Saved data entries
^^^^^^^^^^^^^^^^
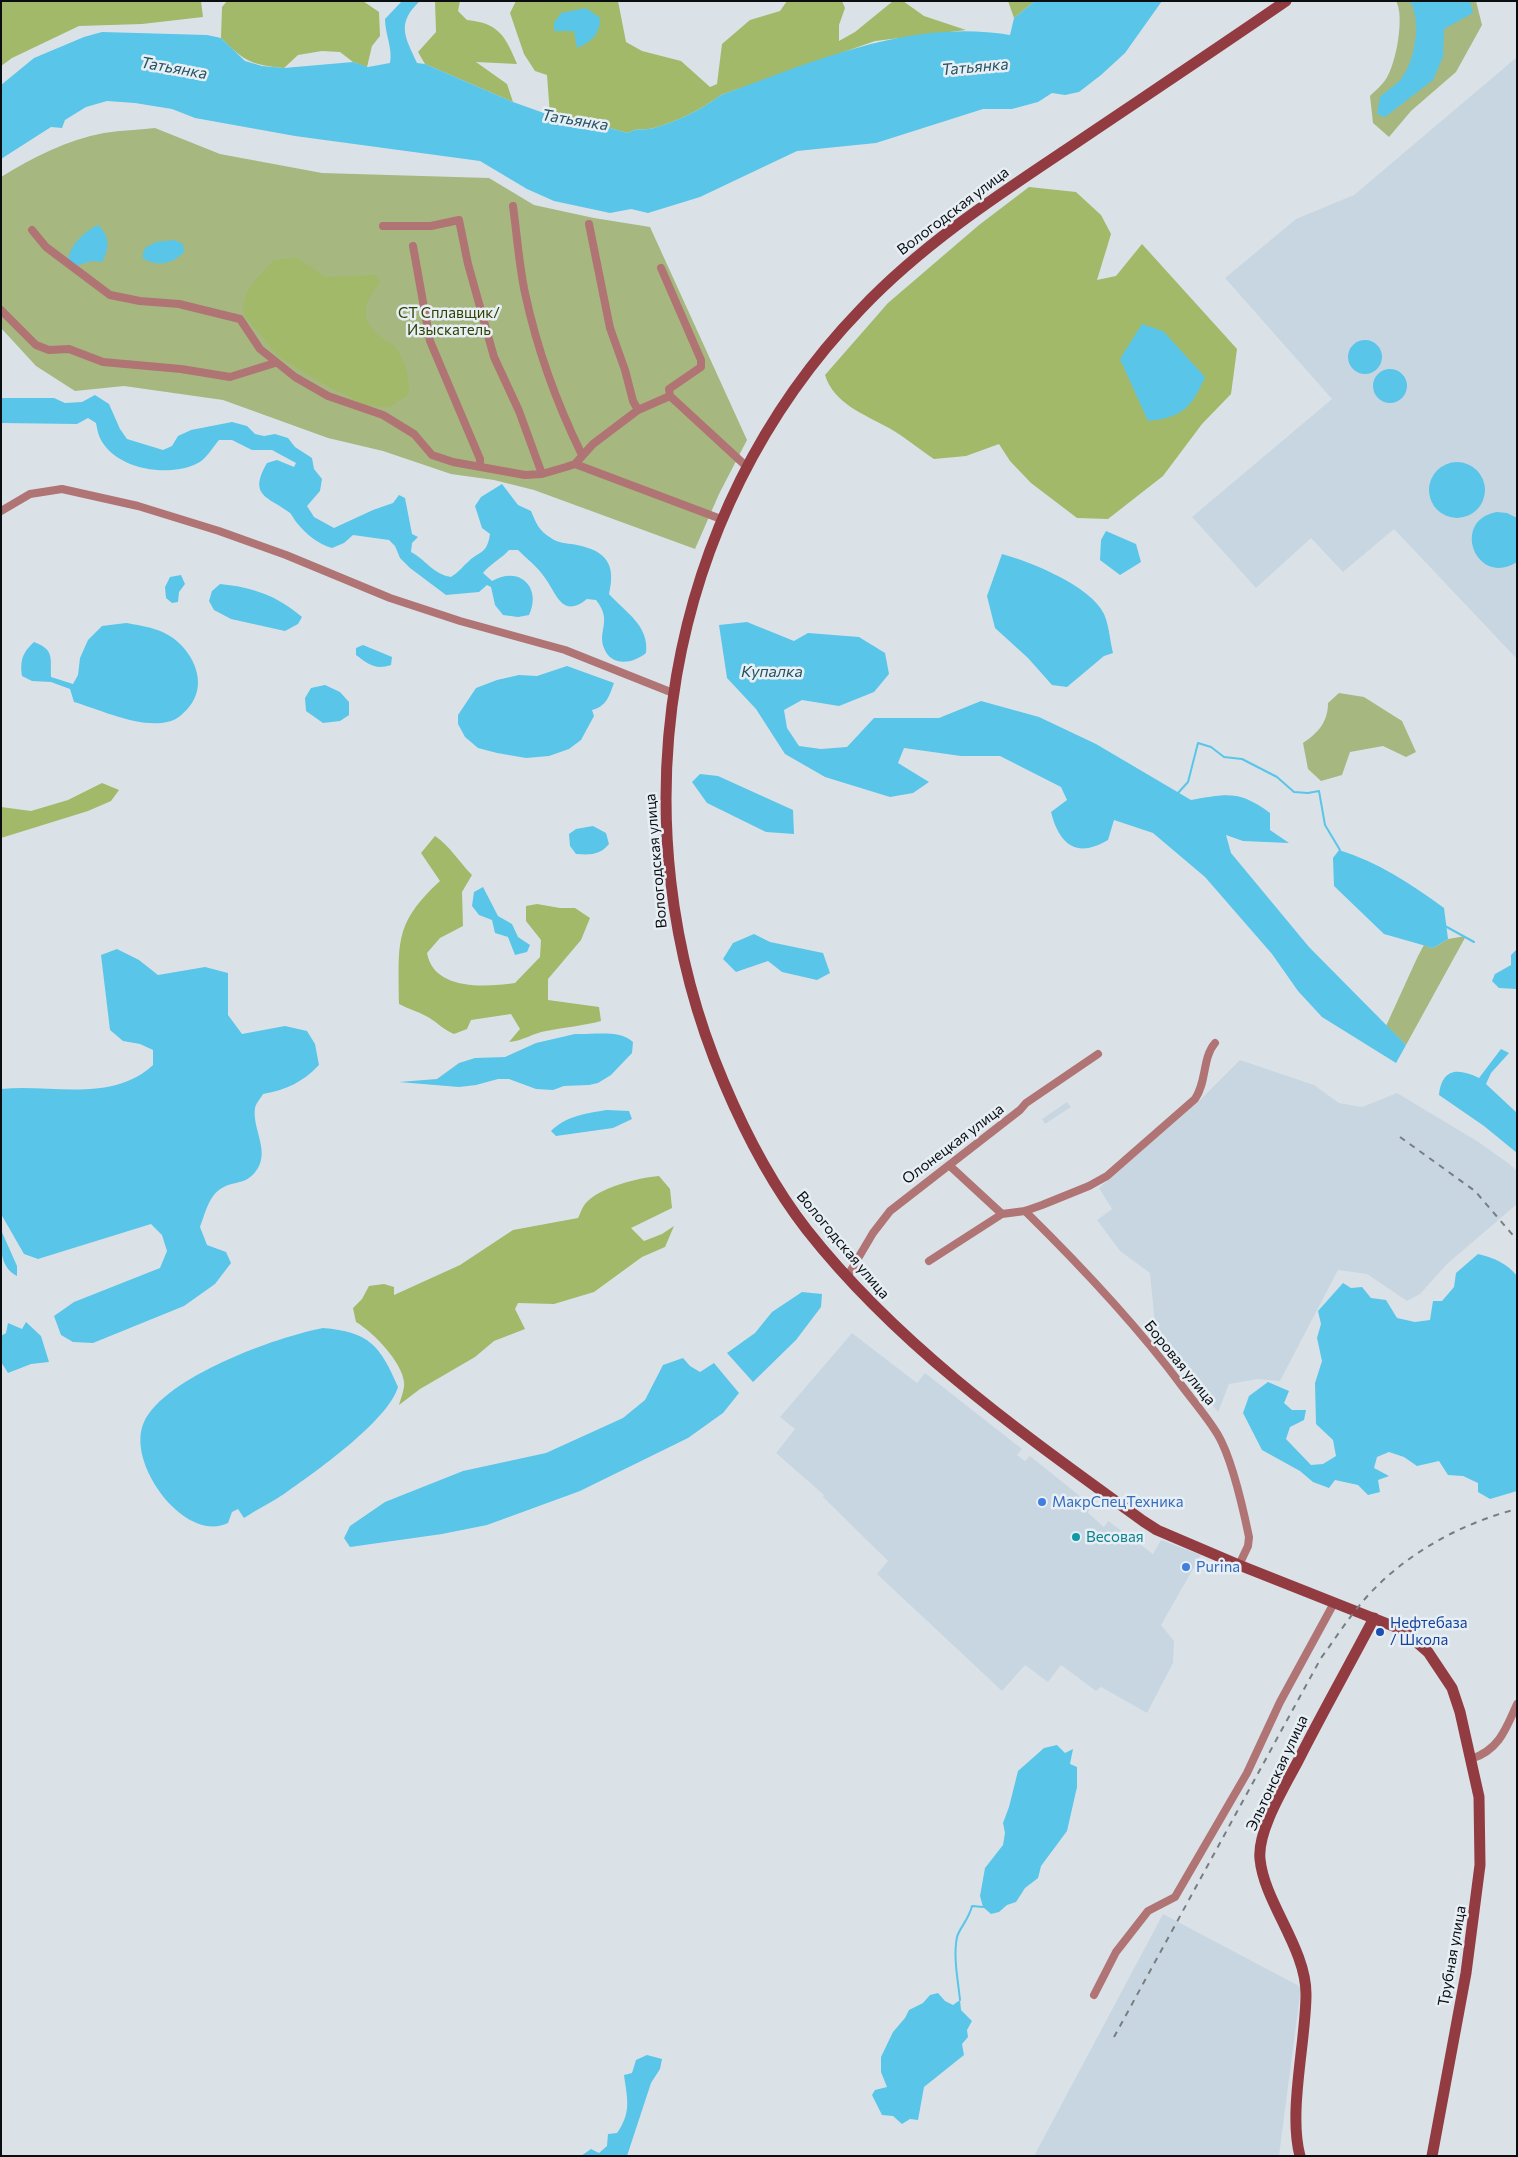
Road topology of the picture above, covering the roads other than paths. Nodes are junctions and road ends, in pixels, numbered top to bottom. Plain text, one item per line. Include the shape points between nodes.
1 (1286, 1) edge
2 (513, 206) dead end
3 (589, 224) dead end
4 (383, 226) dead end
5 (32, 230) dead end
6 (413, 246) dead end
7 (661, 268) dead end
8 (1, 310) edge
9 (275, 363) junction
10 (670, 396) junction
11 (638, 410) junction
12 (582, 455) junction
13 (575, 464) junction
14 (480, 466) junction
15 (746, 466) junction
16 (542, 474) junction
17 (1, 511) edge
18 (721, 519) junction
19 (673, 693) junction
20 (1215, 1043) dead end
21 (1098, 1054) dead end
22 (950, 1166) junction
23 (1025, 1211) junction
24 (1002, 1214) junction
25 (930, 1261) dead end
26 (847, 1276) junction
27 (1240, 1565) junction
28 (1334, 1603) junction
29 (1374, 1618) junction
30 (1517, 1704) edge
31 (1471, 1759) junction
32 (1094, 1995) dead end
33 (1300, 2156) edge
34 (1432, 2156) edge

1 - 15 main road, Вологодская улица via 997,195 928,246 859,310 828,345 788,399
2 - 12 street via 531,319 561,411
3 - 11 street via 610,328
4 - 16 street via 432,226 459,220 494,357
5 - 9 street via 46,247 110,295 179,304 240,319 260,349
6 - 14 street via 430,341 480,459
7 - 10 street via 701,360 701,367 669,389
8 - 9 street via 36,345 49,350 69,349 104,362 230,377
9 - 14 street via 328,396 382,415 414,434 432,455
10 - 11 street
10 - 15 street
11 - 12 street
12 - 13 street
13 - 16 street
13 - 18 street
14 - 16 street via 525,475
15 - 18 main road, Вологодская улица
17 - 19 street via 30,494 62,489 138,506 286,555 390,598 565,650
18 - 19 main road, Вологодская улица via 688,621
19 - 26 main road, Вологодская улица via 665,775 667,846 679,942 698,1016 739,1118 768,1172 807,1230
20 - 23 street via 1209,1052 1195,1099 1133,1154 1089,1186
21 - 22 street, Олонецкая улица via 1026,1103
22 - 24 street
22 - 26 street, Олонецкая улица via 890,1211
23 - 24 street
23 - 27 street, Боровая улица via 1079,1264 1126,1318 1168,1367 1219,1436 1249,1537
24 - 25 street
26 - 27 main road, Вологодская улица via 917,1346 1000,1415 1108,1497 1157,1530
27 - 28 main road, Вологодская улица
28 - 29 main road, Вологодская улица
28 - 32 street, Эльтонская улица via 1280,1702 1247,1773 1175,1897 1148,1911 1116,1952
29 - 31 main road, Трубная улица via 1410,1634 1433,1658 1457,1699
29 - 33 main road, Эльтонская улица via 1284,1787 1260,1848 1263,1872 1305,1981 1305,2026 1296,2131
30 - 31 street via 1501,1739 1483,1755
31 - 34 main road, Трубная улица via 1479,1796 1477,1900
^^^^^^^^^^^^^^^^
PROBLEM DESCRIPTION –
Take the data above and set it down exactly, images excluded.

RESPONSE –
Road topology of the picture above, covering the roads other than paths. Nodes are junctions and road ends, in pixels, numbered top to bottom. Plain text, one item per line. Include the shape points between nodes.
1 (1286, 1) edge
2 (513, 206) dead end
3 (589, 224) dead end
4 (383, 226) dead end
5 (32, 230) dead end
6 (413, 246) dead end
7 (661, 268) dead end
8 (1, 310) edge
9 (275, 363) junction
10 (670, 396) junction
11 (638, 410) junction
12 (582, 455) junction
13 (575, 464) junction
14 (480, 466) junction
15 (746, 466) junction
16 (542, 474) junction
17 (1, 511) edge
18 (721, 519) junction
19 (673, 693) junction
20 (1215, 1043) dead end
21 (1098, 1054) dead end
22 (950, 1166) junction
23 (1025, 1211) junction
24 (1002, 1214) junction
25 (930, 1261) dead end
26 (847, 1276) junction
27 (1240, 1565) junction
28 (1334, 1603) junction
29 (1374, 1618) junction
30 (1517, 1704) edge
31 (1471, 1759) junction
32 (1094, 1995) dead end
33 (1300, 2156) edge
34 (1432, 2156) edge

1 - 15 main road, Вологодская улица via 997,195 928,246 859,310 828,345 788,399
2 - 12 street via 531,319 561,411
3 - 11 street via 610,328
4 - 16 street via 432,226 459,220 494,357
5 - 9 street via 46,247 110,295 179,304 240,319 260,349
6 - 14 street via 430,341 480,459
7 - 10 street via 701,360 701,367 669,389
8 - 9 street via 36,345 49,350 69,349 104,362 230,377
9 - 14 street via 328,396 382,415 414,434 432,455
10 - 11 street
10 - 15 street
11 - 12 street
12 - 13 street
13 - 16 street
13 - 18 street
14 - 16 street via 525,475
15 - 18 main road, Вологодская улица
17 - 19 street via 30,494 62,489 138,506 286,555 390,598 565,650
18 - 19 main road, Вологодская улица via 688,621
19 - 26 main road, Вологодская улица via 665,775 667,846 679,942 698,1016 739,1118 768,1172 807,1230
20 - 23 street via 1209,1052 1195,1099 1133,1154 1089,1186
21 - 22 street, Олонецкая улица via 1026,1103
22 - 24 street
22 - 26 street, Олонецкая улица via 890,1211
23 - 24 street
23 - 27 street, Боровая улица via 1079,1264 1126,1318 1168,1367 1219,1436 1249,1537
24 - 25 street
26 - 27 main road, Вологодская улица via 917,1346 1000,1415 1108,1497 1157,1530
27 - 28 main road, Вологодская улица
28 - 29 main road, Вологодская улица
28 - 32 street, Эльтонская улица via 1280,1702 1247,1773 1175,1897 1148,1911 1116,1952
29 - 31 main road, Трубная улица via 1410,1634 1433,1658 1457,1699
29 - 33 main road, Эльтонская улица via 1284,1787 1260,1848 1263,1872 1305,1981 1305,2026 1296,2131
30 - 31 street via 1501,1739 1483,1755
31 - 34 main road, Трубная улица via 1479,1796 1477,1900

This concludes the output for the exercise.